Mencken declines the luncheon engagement since he will not be in New York on either of the two days suggested by Fitzgerald. Mencken asks Fitzgerald to write him in Baltimore about the matter he wishes to discuss. Mencken assures Fitzgerald that he was pleased by “The Baltimore Anti-Christ.”

16. 2 Feb. 1920 [actually 1921], ALS (black ink), Fitzgerald to Mencken, 1 p., NN, unpublished.
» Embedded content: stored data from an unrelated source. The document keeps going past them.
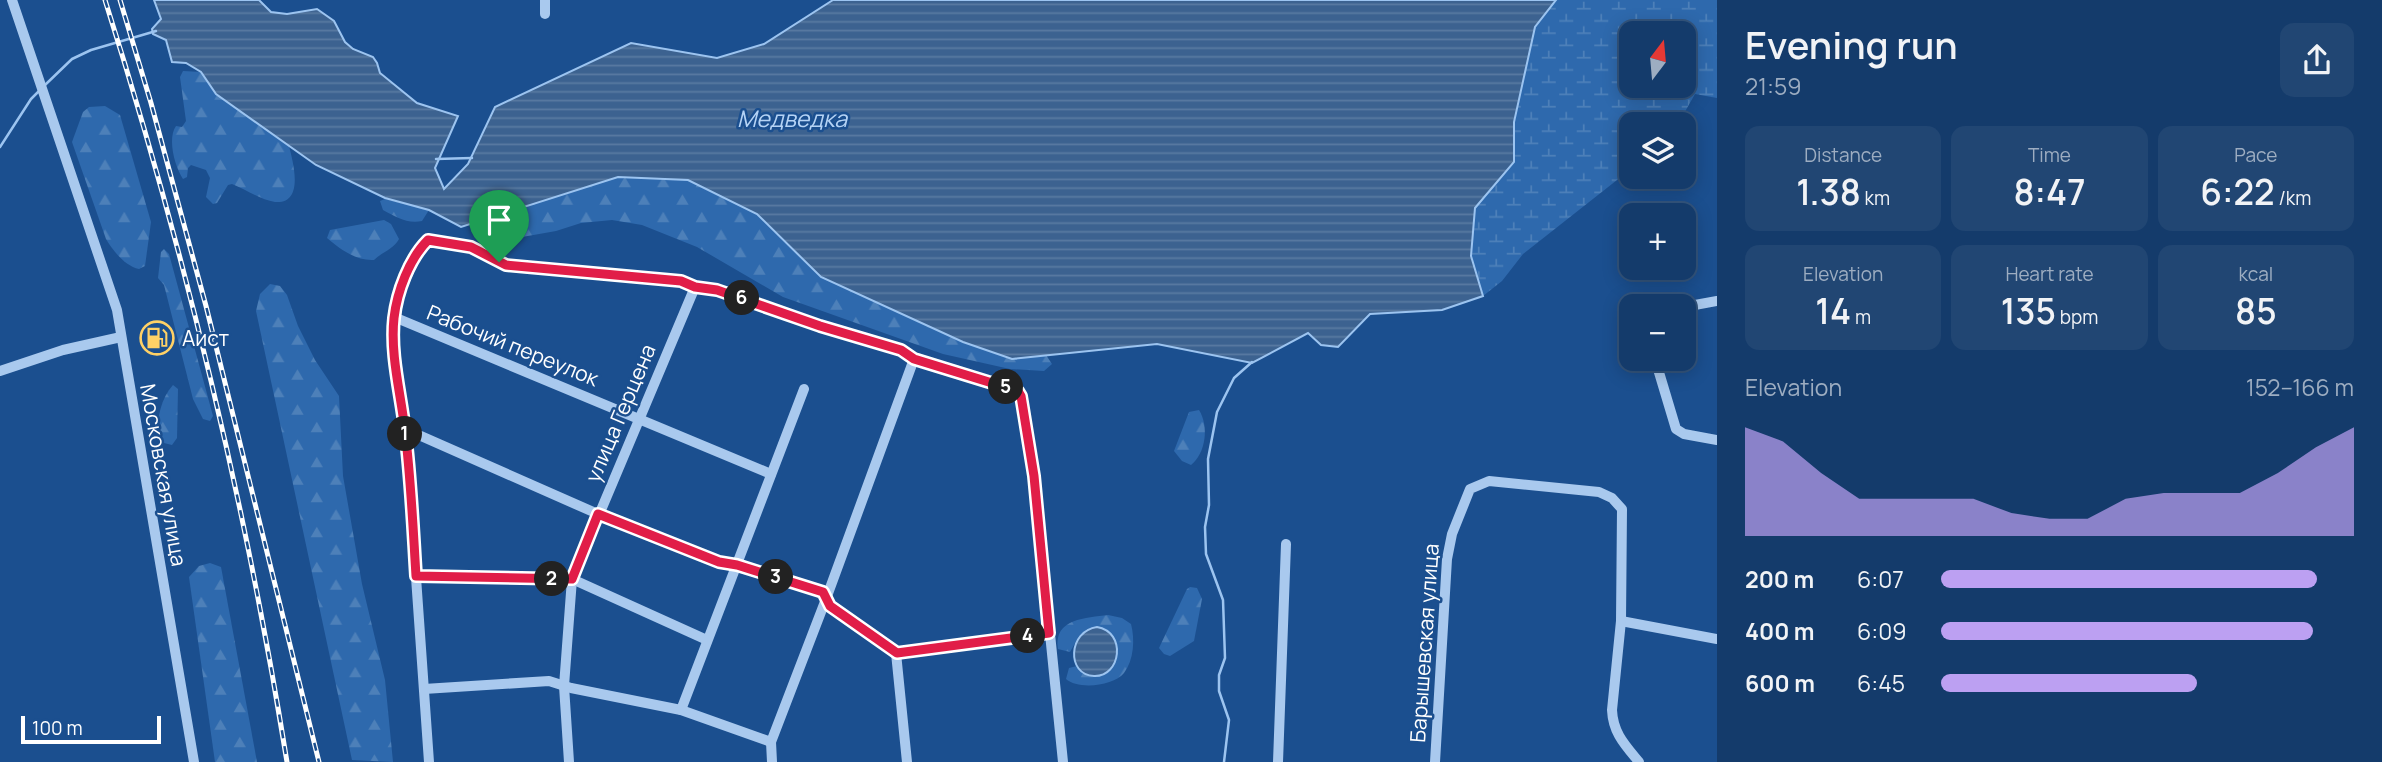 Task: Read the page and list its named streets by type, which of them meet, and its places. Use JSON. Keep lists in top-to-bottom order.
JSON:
{
  "streets": {
    "street": [
      "Рабочий переулок",
      "улица Герцена",
      "Московская улица",
      "Барышевская улица"
    ]
  },
  "crossings": [
    ["Рабочий переулок", "улица Герцена"]
  ],
  "water": ["Медведка"],
  "places": {
    "fuel station": ["Аист"]
  },
  "scale_bar": "100 m",
  "north": "top",
  "page": {
    "heading": ["Evening run", "21:59"],
    "map_buttons": ["+", "−"],
    "stats": [
      ["Distance", "1.38 km"],
      ["Time", "8:47"],
      ["Pace", "6:22 /km"],
      ["Elevation", "14 m"],
      ["Heart rate", "135 bpm"],
      ["kcal", "85"]
    ],
    "pins": [
      "6",
      "5",
      "1",
      "3",
      "2",
      "4"
    ],
    "chart": ["Elevation", "152–166 m"],
    "list": [
      {
        "name": "200 m",
        "note": "6:07"
      },
      {
        "name": "400 m",
        "note": "6:09"
      },
      {
        "name": "600 m",
        "note": "6:45"
      }
    ],
    "scale": "100 m"
  }
} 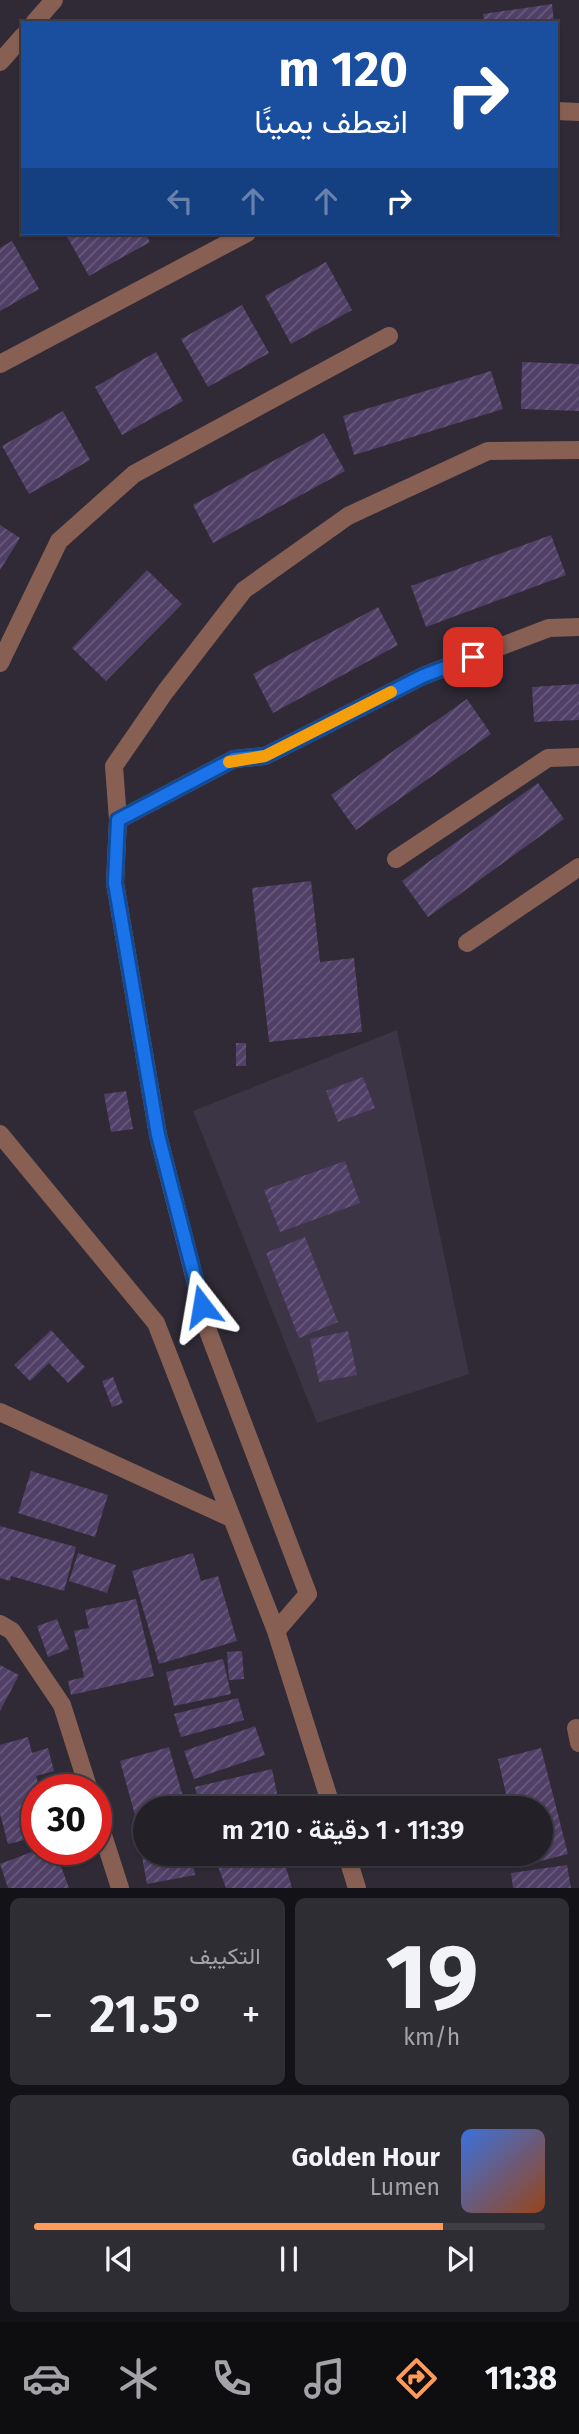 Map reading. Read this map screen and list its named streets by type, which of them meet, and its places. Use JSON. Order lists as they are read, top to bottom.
{
  "page": {
    "turn": ["120 m", "انعطف يمينًا"],
    "limit": "30",
    "trip": "11:39 · 1 دقيقة · 210 m",
    "tile": [
      ["19", "km/h"],
      "التكييف"
    ],
    "heat": ["−", "21.5°", "+"],
    "song": ["Golden Hour", "Lumen"],
    "tabs": "11:38"
  }
} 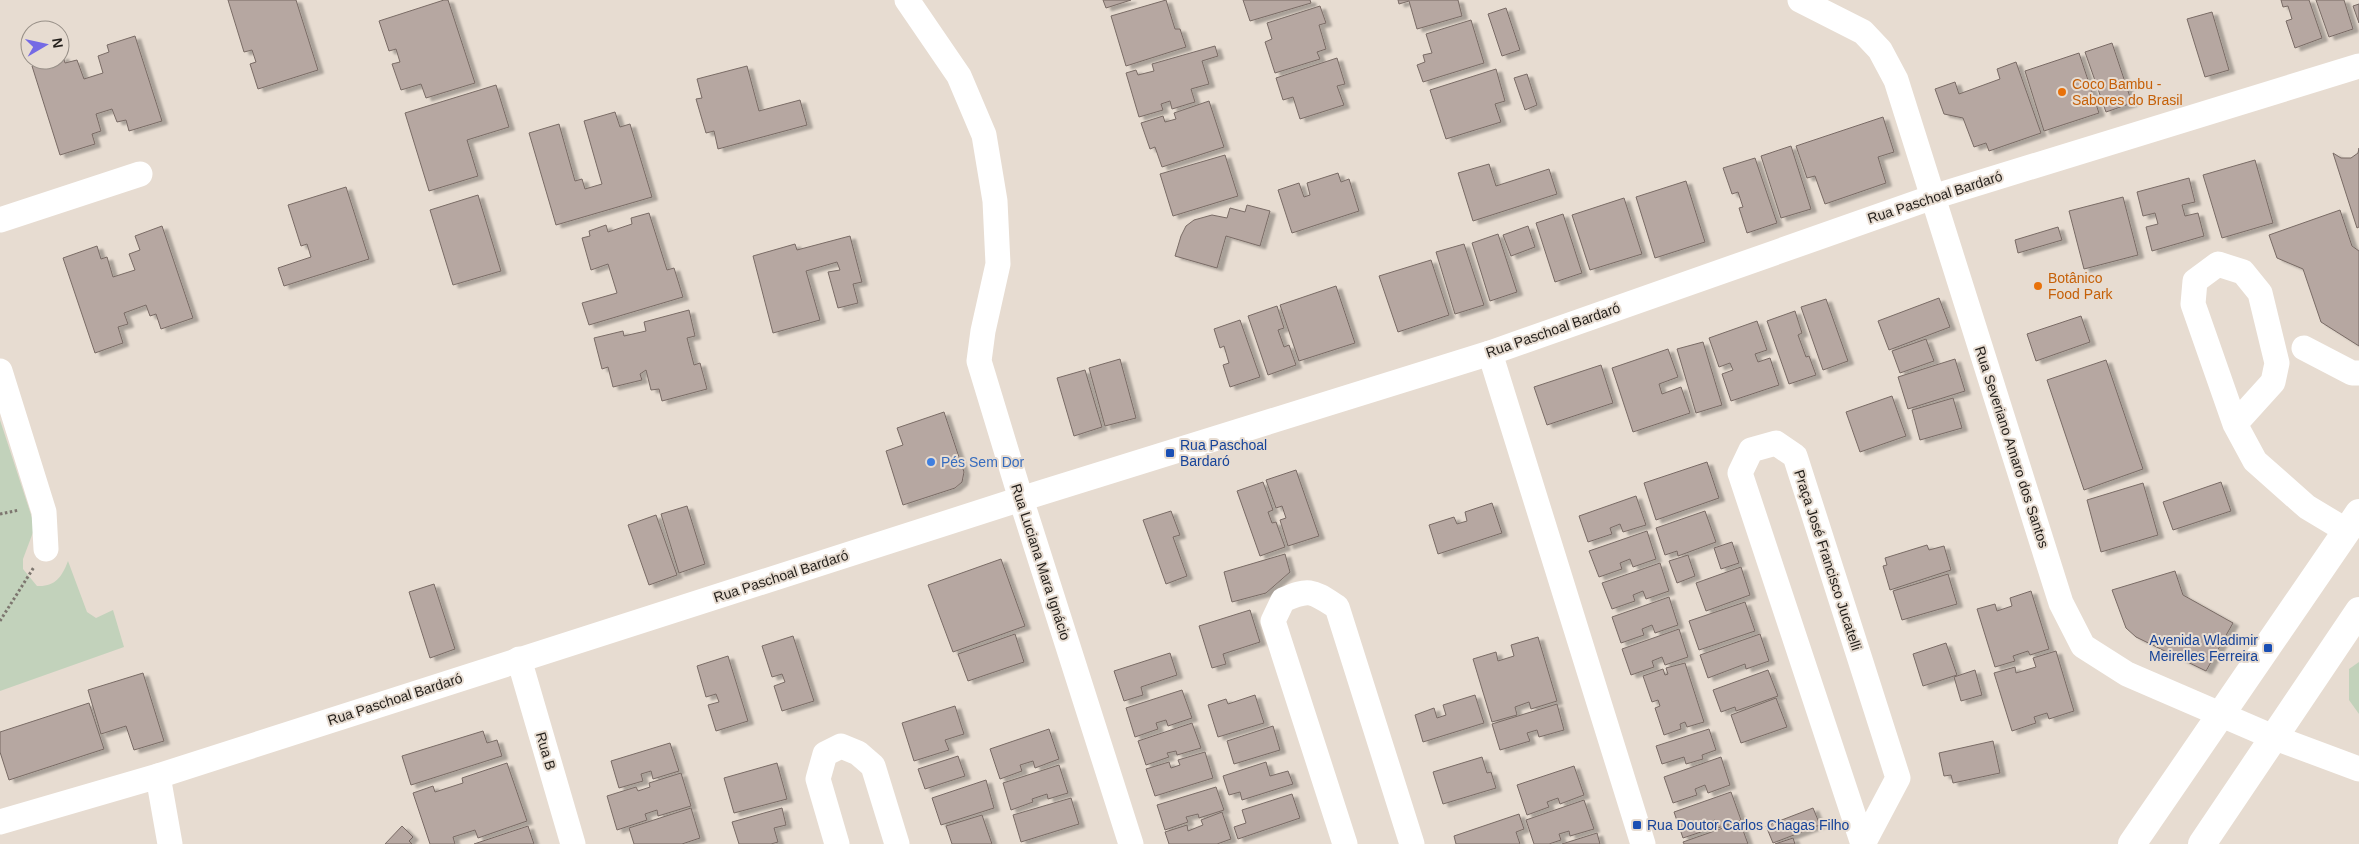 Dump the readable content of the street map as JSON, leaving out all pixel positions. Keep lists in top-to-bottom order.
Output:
{
  "streets": {
    "street": [
      "Rua Paschoal Bardaró",
      "Rua Severiano Amaro dos Santos",
      "Praça José Francisco Jucatelli",
      "Rua Luciana Mara Ignácio",
      "Rua B"
    ]
  },
  "crossings": [
    ["Rua Paschoal Bardaró", "Rua Severiano Amaro dos Santos"],
    ["Rua Paschoal Bardaró", "Rua Luciana Mara Ignácio"],
    ["Rua Paschoal Bardaró", "Rua B"]
  ],
  "places": {
    "other": ["Coco Bambu - Sabores do Brasil", "Botânico Food Park", "Pés Sem Dor"],
    "transit": ["Rua Paschoal Bardaró", "Avenida Wladimir Meirelles Ferreira", "Rua Doutor Carlos Chagas Filho"]
  },
  "north": "right"
}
Fitzgerald sends Mencken, under separate cover, the MS of a novel by John Biggs, Jr., a Princeton friend and, twenty years later, one of the executors of Fitzgerald’s will. Fitzgerald asks Mencken’s help in finding Biggs a publisher. Biggs’ novel is the important matter to which Fitzgerald referred in item 14. Fitzgerald mentions just having read Cather’s My Antonia.

17. 4 Feb. [1921], TLS, Mencken to Fitzgerald, 1 p., on Mencken’s personal stationery, NjP (original), NN (typed copy), originally pasted into Fitzgerald’s copy of A Book of Burlesques, unpublished.

Mencken acknowledges receipt of item 16 and promises to read Biggs’ MS when it arrives.

18. [Feb. 1921], ANS (black ink), Mencken to Fitzgerald, 1 p., on Smart Set stationery, NjP, unpublished.

Mencken informs Fitzgerald that he has given Biggs’ MS to Alfred A. Knopf.

19. 16 Mar. 1921, TLS, Mencken to Fitzgerald, 1 p., on Mencken’s personal stationery, NjP, originally pasted into Fitzgerald's copy of The American Credo, unpublished.

Knopf will not publish Biggs' novel; Mencken suggests sending it to Charles Hanson Towne, a scout for Putnam’s. Towne had formerly edited The Smart Set. Mencken compliments Biggs’ novel and assures Fitzgerald that it will find a publisher.

20. [22 Mar. 1921], ALS (black ink), Fitzgerald to Mencken, 2 pp. (single sheet folded once), NN, unpublished.

Fitzgerald thanks Mencken for his efforts to get Biggs’ novel into print.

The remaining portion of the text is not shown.